Kader ARIF : Avant d’être sportif, politique ou peu importe son métier, on est tout d’abord citoyen d’une nation. La question serait plutôt de savoir s’il est utile de faire la guerre ? C’est pour cela que je défends toujours la paix. Je pense que le travail que vous faites sert et servira toujours à se battre pour lutter contre les problèmes du quotidiens comme le racisme, la xénophobie, l’antisémitisme, le nationalisme… Faire de tout ce qui est déchirure, séparation et conflit à cause d’une religion différente, d’une couleur différente, du fait d’un nom différent, ne soit pas au final des prétextes à faire la guerre. Toujours se battre pour l’idée que le monde dans son universalité, dans ce qu’il représente, dans ses relations comme celles entre les hommes et les femmes doit être un monde de fraternité, de paix, un monde de tolérance.
Alors oui, des sportifs plus ou moins jeunes, et cela a été rappelé tout à l’heure sont morts. Mais au-delà des sportifs, on compte parmi les morts des ingénieurs, des instituteurs, des ouvriers, des paysans c’est-à-dire la France entière.
Media-Pitchounes : Quel rôle a joué le sport lors de la première guerre mondiale ?

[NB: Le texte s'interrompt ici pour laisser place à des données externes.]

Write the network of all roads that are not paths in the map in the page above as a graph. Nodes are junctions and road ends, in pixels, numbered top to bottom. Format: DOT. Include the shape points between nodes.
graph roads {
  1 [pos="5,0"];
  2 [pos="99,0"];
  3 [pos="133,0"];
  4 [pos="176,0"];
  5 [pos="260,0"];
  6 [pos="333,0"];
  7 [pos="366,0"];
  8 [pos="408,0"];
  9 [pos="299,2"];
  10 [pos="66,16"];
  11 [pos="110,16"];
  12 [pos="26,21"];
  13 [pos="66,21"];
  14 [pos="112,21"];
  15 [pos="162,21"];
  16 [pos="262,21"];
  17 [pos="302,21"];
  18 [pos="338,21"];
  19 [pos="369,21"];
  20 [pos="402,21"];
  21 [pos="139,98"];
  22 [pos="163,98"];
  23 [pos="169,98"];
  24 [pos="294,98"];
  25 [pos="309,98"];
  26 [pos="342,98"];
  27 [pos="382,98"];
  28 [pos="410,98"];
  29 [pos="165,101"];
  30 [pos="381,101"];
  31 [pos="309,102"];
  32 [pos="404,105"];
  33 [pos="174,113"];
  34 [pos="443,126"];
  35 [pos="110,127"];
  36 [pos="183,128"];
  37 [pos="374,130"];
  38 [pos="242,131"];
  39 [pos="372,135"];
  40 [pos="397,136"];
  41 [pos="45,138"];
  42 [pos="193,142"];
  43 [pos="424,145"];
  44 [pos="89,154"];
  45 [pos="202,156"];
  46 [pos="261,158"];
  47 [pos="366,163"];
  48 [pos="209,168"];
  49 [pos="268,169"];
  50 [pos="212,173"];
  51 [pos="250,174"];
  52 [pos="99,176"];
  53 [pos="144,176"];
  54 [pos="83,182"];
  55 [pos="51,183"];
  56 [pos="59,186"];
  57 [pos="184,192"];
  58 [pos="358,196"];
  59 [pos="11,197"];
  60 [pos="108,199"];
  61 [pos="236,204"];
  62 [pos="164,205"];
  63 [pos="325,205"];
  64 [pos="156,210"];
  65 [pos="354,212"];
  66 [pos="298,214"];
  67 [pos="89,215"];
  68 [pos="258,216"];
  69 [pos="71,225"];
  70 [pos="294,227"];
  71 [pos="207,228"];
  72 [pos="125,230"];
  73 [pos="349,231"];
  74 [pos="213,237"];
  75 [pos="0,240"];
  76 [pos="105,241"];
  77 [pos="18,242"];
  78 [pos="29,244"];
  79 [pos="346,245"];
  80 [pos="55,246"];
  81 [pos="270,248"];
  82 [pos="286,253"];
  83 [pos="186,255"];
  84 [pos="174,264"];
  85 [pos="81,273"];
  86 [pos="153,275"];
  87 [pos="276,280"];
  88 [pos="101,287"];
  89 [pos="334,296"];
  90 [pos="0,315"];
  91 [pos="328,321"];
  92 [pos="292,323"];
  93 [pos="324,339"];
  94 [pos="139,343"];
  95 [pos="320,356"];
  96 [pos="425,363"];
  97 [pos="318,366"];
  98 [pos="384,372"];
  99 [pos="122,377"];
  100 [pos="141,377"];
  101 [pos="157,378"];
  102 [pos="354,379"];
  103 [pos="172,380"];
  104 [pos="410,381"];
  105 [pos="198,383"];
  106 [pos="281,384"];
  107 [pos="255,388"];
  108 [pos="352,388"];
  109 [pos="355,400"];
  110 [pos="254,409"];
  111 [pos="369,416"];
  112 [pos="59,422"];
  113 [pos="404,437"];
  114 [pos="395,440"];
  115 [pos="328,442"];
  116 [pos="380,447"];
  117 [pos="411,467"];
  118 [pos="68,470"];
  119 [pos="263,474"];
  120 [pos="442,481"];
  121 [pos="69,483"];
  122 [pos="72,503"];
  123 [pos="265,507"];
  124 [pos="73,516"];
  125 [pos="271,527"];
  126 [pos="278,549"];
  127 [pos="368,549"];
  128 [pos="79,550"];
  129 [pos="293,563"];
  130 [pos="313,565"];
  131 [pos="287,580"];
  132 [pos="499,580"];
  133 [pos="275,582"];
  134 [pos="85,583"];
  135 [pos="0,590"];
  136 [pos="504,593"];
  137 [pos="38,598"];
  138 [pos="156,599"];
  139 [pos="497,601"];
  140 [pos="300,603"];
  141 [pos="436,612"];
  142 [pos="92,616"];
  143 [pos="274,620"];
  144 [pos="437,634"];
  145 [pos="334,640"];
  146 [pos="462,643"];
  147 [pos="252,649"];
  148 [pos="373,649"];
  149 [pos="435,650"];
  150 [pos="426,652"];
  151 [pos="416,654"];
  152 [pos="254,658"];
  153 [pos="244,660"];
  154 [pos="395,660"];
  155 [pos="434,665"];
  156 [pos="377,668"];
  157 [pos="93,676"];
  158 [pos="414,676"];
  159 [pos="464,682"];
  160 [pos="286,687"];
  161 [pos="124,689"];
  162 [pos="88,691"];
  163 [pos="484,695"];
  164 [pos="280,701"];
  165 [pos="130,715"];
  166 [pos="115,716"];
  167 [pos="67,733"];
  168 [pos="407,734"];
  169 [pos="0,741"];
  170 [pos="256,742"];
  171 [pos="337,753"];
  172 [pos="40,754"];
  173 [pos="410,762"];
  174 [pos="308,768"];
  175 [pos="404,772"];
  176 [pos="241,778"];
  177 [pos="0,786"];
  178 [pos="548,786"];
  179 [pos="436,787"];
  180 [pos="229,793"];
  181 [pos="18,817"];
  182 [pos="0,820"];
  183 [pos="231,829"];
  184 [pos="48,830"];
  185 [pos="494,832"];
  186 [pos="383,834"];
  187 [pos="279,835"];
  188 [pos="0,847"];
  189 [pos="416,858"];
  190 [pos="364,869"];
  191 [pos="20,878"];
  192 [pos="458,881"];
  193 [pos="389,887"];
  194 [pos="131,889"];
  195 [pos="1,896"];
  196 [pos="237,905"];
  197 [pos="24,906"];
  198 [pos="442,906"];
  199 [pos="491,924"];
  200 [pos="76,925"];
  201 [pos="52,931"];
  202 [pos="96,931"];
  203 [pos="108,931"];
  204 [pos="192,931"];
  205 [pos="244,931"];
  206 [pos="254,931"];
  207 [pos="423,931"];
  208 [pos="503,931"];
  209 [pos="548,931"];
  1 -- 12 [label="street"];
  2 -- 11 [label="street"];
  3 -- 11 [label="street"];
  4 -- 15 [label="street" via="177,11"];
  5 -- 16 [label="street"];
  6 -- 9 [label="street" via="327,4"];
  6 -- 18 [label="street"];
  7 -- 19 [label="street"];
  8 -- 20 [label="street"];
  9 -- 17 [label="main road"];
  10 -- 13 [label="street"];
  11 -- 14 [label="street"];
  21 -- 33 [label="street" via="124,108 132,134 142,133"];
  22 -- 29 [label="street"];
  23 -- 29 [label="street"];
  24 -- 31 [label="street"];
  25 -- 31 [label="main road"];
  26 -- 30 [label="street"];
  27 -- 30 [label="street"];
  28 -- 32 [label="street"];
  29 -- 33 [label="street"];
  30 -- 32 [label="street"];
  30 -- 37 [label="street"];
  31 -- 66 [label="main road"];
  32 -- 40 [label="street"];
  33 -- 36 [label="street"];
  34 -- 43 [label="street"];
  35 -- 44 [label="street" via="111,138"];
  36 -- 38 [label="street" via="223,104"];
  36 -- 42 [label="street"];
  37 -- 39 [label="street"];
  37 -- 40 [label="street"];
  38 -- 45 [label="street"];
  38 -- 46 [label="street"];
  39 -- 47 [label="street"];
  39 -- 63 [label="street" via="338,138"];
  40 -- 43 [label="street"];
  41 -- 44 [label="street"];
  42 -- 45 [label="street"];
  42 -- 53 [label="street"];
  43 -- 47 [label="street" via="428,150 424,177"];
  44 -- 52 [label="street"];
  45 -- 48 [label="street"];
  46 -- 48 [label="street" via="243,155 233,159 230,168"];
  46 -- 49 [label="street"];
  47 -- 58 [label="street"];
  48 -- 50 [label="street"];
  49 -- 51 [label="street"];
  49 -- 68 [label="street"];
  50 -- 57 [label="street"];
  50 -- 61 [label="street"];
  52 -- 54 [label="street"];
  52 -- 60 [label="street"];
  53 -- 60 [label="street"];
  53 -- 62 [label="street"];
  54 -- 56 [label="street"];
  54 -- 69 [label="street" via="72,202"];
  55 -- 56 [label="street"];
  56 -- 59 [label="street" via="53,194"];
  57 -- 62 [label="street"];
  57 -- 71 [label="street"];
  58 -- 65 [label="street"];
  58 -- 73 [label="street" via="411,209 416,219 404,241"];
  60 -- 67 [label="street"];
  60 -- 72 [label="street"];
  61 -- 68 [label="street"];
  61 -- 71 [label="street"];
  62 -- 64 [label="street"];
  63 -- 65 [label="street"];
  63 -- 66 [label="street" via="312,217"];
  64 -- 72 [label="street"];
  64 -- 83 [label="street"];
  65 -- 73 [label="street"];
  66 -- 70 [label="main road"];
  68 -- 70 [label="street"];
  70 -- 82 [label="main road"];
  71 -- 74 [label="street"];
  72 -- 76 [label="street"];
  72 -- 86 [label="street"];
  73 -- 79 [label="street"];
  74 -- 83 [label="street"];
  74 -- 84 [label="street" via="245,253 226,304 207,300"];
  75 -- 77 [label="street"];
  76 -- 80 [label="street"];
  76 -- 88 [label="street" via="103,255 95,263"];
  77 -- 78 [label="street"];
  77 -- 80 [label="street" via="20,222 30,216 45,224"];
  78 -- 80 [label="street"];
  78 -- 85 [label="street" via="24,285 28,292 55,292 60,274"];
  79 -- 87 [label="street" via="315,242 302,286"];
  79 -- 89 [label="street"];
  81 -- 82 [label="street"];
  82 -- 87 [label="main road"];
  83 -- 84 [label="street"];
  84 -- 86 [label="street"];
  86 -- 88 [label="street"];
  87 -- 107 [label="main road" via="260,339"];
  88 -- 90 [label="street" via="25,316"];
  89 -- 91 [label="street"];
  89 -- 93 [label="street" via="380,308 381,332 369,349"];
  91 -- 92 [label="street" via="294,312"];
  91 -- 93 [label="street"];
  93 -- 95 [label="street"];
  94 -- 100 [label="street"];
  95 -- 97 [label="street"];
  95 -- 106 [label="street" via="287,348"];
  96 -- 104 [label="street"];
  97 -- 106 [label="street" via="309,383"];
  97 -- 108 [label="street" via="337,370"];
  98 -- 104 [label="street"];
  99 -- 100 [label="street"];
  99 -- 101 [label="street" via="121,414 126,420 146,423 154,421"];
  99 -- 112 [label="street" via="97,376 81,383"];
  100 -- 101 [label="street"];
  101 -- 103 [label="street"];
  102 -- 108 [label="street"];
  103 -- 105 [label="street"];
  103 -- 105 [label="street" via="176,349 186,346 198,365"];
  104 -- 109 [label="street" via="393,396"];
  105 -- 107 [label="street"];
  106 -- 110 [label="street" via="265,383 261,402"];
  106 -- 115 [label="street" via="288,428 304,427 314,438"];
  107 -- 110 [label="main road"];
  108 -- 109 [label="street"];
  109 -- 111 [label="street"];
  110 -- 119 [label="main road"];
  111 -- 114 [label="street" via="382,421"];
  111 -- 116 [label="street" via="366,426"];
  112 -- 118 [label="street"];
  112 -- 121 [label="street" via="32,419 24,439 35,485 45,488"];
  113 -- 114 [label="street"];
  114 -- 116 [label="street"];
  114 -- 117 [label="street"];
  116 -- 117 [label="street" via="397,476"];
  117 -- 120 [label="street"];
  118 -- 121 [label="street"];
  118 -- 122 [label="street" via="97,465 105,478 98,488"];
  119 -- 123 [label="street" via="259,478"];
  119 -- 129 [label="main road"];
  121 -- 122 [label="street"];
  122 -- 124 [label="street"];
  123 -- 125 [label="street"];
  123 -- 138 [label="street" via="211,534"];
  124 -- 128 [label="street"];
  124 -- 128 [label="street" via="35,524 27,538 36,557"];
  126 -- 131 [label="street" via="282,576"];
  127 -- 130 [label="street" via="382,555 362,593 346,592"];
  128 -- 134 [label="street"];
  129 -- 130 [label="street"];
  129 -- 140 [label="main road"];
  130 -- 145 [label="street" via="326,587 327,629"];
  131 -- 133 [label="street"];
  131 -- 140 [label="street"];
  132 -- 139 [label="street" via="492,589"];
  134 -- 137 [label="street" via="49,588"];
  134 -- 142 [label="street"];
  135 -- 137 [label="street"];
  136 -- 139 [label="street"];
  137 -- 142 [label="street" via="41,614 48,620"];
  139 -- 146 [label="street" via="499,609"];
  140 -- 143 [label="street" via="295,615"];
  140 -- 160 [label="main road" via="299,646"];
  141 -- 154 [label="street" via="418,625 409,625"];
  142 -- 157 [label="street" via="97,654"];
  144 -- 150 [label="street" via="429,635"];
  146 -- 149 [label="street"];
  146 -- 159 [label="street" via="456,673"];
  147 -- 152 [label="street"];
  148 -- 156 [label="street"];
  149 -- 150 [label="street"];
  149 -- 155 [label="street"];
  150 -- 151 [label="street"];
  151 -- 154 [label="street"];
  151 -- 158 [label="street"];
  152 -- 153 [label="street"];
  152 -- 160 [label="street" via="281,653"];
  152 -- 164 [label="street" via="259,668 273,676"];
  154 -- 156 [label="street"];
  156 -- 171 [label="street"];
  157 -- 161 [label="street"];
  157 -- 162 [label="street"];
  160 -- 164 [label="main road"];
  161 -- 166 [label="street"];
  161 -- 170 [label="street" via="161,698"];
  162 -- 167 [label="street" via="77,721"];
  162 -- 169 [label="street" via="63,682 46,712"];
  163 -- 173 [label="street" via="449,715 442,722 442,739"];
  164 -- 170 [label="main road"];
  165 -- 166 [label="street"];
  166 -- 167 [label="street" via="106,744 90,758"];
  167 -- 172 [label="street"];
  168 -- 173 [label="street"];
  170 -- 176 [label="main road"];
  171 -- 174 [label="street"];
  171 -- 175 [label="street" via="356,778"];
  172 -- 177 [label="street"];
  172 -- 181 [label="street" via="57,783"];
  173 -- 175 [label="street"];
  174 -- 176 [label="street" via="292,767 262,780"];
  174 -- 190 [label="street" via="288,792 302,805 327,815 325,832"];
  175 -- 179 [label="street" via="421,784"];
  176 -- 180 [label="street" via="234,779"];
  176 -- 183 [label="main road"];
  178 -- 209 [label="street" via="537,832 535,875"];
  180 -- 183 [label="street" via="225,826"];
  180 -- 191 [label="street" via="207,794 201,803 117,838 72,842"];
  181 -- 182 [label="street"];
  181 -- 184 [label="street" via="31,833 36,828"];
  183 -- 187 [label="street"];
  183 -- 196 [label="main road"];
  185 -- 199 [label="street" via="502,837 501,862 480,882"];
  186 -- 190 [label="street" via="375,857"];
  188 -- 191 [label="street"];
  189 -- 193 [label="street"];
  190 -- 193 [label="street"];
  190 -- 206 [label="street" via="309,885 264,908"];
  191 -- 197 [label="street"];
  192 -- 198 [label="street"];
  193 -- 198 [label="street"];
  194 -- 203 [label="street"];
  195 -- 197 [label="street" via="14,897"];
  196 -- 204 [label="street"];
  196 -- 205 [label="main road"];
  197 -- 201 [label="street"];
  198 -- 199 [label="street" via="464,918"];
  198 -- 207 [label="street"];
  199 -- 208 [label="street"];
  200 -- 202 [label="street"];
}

Kader ARIF : Il a été dit que des sportifs on eut un rôle à jouer lors de cette Première guerre mondiale. Il y a des images célèbres, des grands moments de sport, des moments de fraternité juste avant la guerre lorsque l’équipe de France de rugby s’est confrontée à l’équipe de Nouvelle-Zélande. Il y a aussi cette partie de football que l’on évoque au moment de Noël, entre les soldats allemands et français qui pendant un moment, organisent une trêve pendant ces moments d’horreurs et qui partagent un moment de fraternité autour d’un ballon.
Media-Pitchounes : Est-ce qu’il a des commémorations prévues lors du Tour de France, cette année ?
Kader ARIF : En effet, on compte trois belles étapes qui vont passer par des lieux de conflits, sur les lignes de front pendant la Première Guerre mondiale. Une première étape qui part de Ypres en Belgique, ville où à l’époque furent utilisés pour la première fois des gaz moutarde. J’ai d’ailleurs rencontré pour ces trois étapes Christian Prudhomme (directeur du Tour), Daniel Bilalian (Chef des sports à France Télévisions) mais aussi Jean-Paul Ollivier (commentateur du Tour) qui va raconter sur ces trois étapes ce qu’était la guerre de 14 alors que les coureurs du Tour traverseront ces départements et ces régions. Un hommage sera également rendu aux trois vainqueurs de l’époque qui sont François Faber, Octave Lapize et Lucien Petit-Breton.
Media-Pitchounes : Existe-t-il un monument dédié aux sportifs morts pour la France ?
Kader ARIF : Beaucoup de monuments sont dédiés à des sportifs en particulier. Il y en a une à Toulouse, place Héraklès pour Alfred Mayssonnié qui était un rugbyman international, joueur du Stade Toulousain et qui est malheureusement mort pendant la guerre de 14-18. Lorsque l’on passe à côté, souvent, on n’y prête pas beaucoup d’attention, d’ailleurs peu de gens savent pourquoi elle est ici, pourtant c’est un monument dédié à la mémoire d’un sportif de haut niveau, qui a marqué l’histoire du Stade Toulousain et l’histoire de la France.